Во втором случае целитель набирает на себя отрицательные кармы пациентов и, когда их сумма достигает критической точки, тяжело заболевает. Так произошло со мной. После пяти лет работы я сломался. Конкретной болезни как таковой не было — просто тело отказывалось работать, и все. Работа всех органов и систем была нарушена, врачи ничего не понимали, помочь мне было некому. Тоша куда-то исчез, и, чтобы остаться в живых, мне нужно было что-то предпринять самому.

Стояла зима, и я решил лечиться холодом. Снял дом за городом, в Зеленогорске, и поселился там. В первое утро я вышел на снег в плавках на одну минуту. Мороз был минус двадцать пять, и ступни сразу же начали гореть. На следующее утро вышел на две минуты и, таким образом прибавляя понемногу, через месяц уже был в состоянии оставаться на морозе целый час. Я ходил, лежал, ползал, растирался — буквально жил в снегу.

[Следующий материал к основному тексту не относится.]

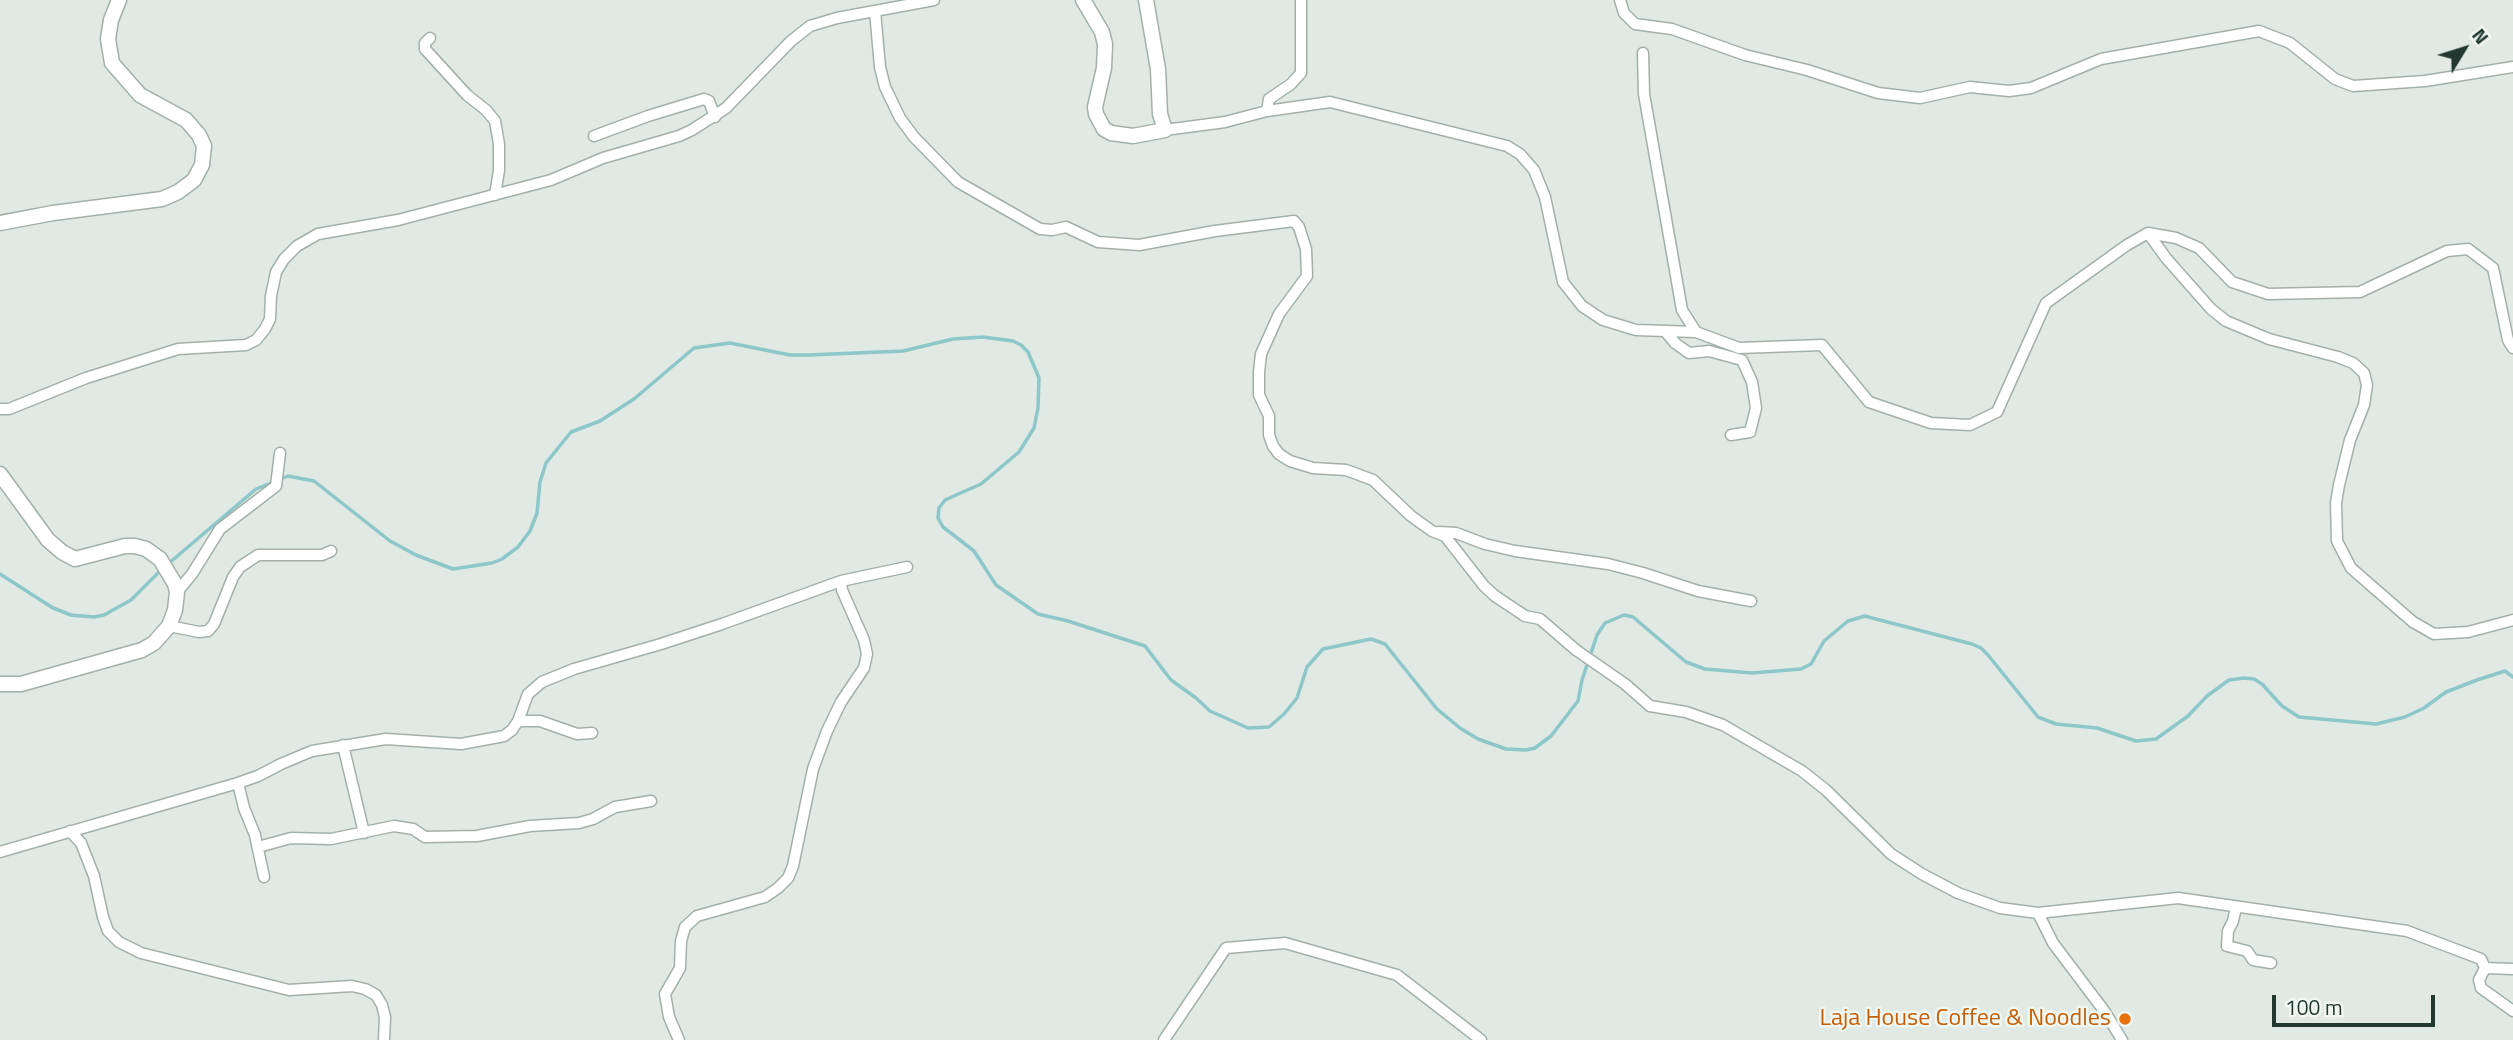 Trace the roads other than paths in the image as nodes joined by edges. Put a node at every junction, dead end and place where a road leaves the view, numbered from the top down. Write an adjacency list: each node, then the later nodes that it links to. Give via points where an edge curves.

Попробовав обливаться холодной водой, я обнаружил, что снег холоднее — видимо, за счет своей кристаллической структуры. После снежного обтирания вода уже не ощущалась. К концу процедуры я чувствовал сильный жар во всем теле. По вечерам я гулял таким же образом в парке, распугивая своим голым видом старушек в мехах. В начале этих поздних прогулок по заснеженным, залитым лунным светом аллеям, я едва сдерживал себя, чтобы не побежать, — идти было страшно. Но я понимал, что бежать нельзя, и заставлял себя идти ровным медленным шагом.

Результат подобного лечения не замедлил сказаться — через месяц я чувствовал себя значительно лучше, а через два месяца полностью избавился от болезни. Мне стало ясно, что исцелил меня не столько холод — человеческое тело может выдержать и гораздо более низкие температуры, — сколько состояние шока от нахождения голышом в снегу спровоцировало возгорание внутреннего огня, и этот огонь очистил меня. Огонь в машине Николая, мгновенно исцеливший его от застарелого ревматизма, и мои снежные ванны имели один знаменатель — им было состояние шока, и шок этот оказался целительным.

Шок, однако, — не единственный способ для вскрытия внутренних ресурсов организма. Им может быть и полная перемена обстоятельств жизни. Я знал некоего Василия, мужа и отца двоих детей, работавшего программистом и жившего обычной для питерского технаря жизнью. Василия диагностировали с неизлечимым раком желудка. Делать операцию оказалось поздно, времени раздумывать не было. Василий собрался в один день и уехал в Сибирь, где стал вести жизнь таежного охотника-промысловика. Я увидел его в Питере через год. От рака не осталось и следа — Василий был крепок и здоров, как бык. Он приехал забрать свою семью в тайгу навсегда.